Question #878
A team of data scientists is using Amazon SageMaker instances and SageMaker APIs to train machine learning (ML) models.
The SageMaker instances are deployed in a VPC that does not have access to or from the internet. Datasets for ML model training are stored in an Amazon S3 bucket. Interface VPC endpoints provide access to Amazon S3 and the SageMaker APIs.
Occasionally, the data scientists require access to the npm registry to update JavaScript packages that they use as part of their workflow. A solutions architect must provide access to the npm registry while ensuring that the SageMaker instances remain isolated from the internet.
Which solution will meet these requirements?
Create an AWS CodeCommit repository for each package that the data scientists need to access. Configure code synchronization between the npm registry and the CodeCommit repository. Create a VPC endpoint for CodeCommit.
Create a NAT gateway in the VPC. Configure VPC routes to allow access to the internet with a network ACL that allows access to only the npm registry endpoint.
Create a NAT instance in the VPC. Configure VPC routes to allow access to the internet. Configure SageMaker notebook instance firewall rules that allow access to only the npm registry endpoint.
Create an AWS CodeArtifact domain and repository. Add an external connection for public:npm to the CodeArtifact repository. Configure the npm client to use the CodeArtifact repository. Create a VPC endpoint for CodeArtifact.
Explanation
Answer D is correct because:
1. CodeArtifact Integration: AWS CodeArtifact allows creating a private repository with an external connection to the public npm registry. This enables secure package access without direct internet connectivity.

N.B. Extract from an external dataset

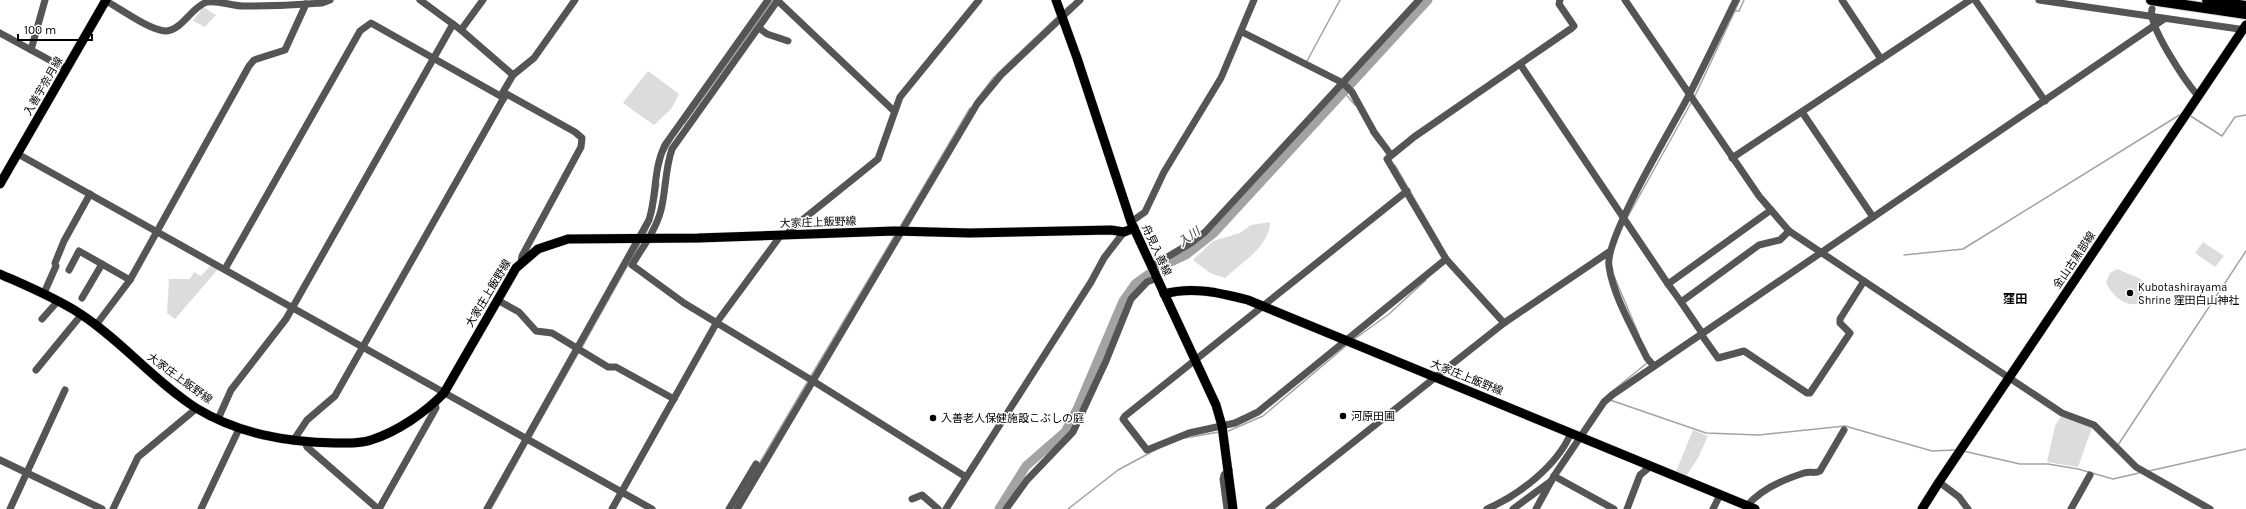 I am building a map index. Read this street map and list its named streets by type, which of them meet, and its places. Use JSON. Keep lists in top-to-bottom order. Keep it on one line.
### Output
{"streets":{"main road":["入善宇奈月線","大家庄上飯野線","舟見入善線","金山古黒部線"]},"crossings":[["大家庄上飯野線","舟見入善線"]],"districts":["窪田"],"water":["入川"],"places":["Kubotashirayama Shrine 窪田白山神社","河原田圃","入善老人保健施設こぶしの庭"],"scale_bar":"100 m"}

2. VPC Endpoint: A VPC endpoint for CodeArtifact ensures traffic remains within the AWS network, avoiding public internet exposure.
3. Isolation Compliance: This approach maintains the VPC's isolation while fulfilling the npm access requirement.
Why other options are incorrect:
- A: CodeCommit is designed for source control, not package management. Syncing npm packages is impractical.
- B/C: NAT gateways/instances expose the VPC to the internet, violating the isolation requirement.
Key Points:
- Use AWS-managed services (CodeArtifact) for package management.
- VPC endpoints enable private connectivity to AWS services.
- Avoid NAT/internet gateways when isolation is required.
Answer
The correct answer is: D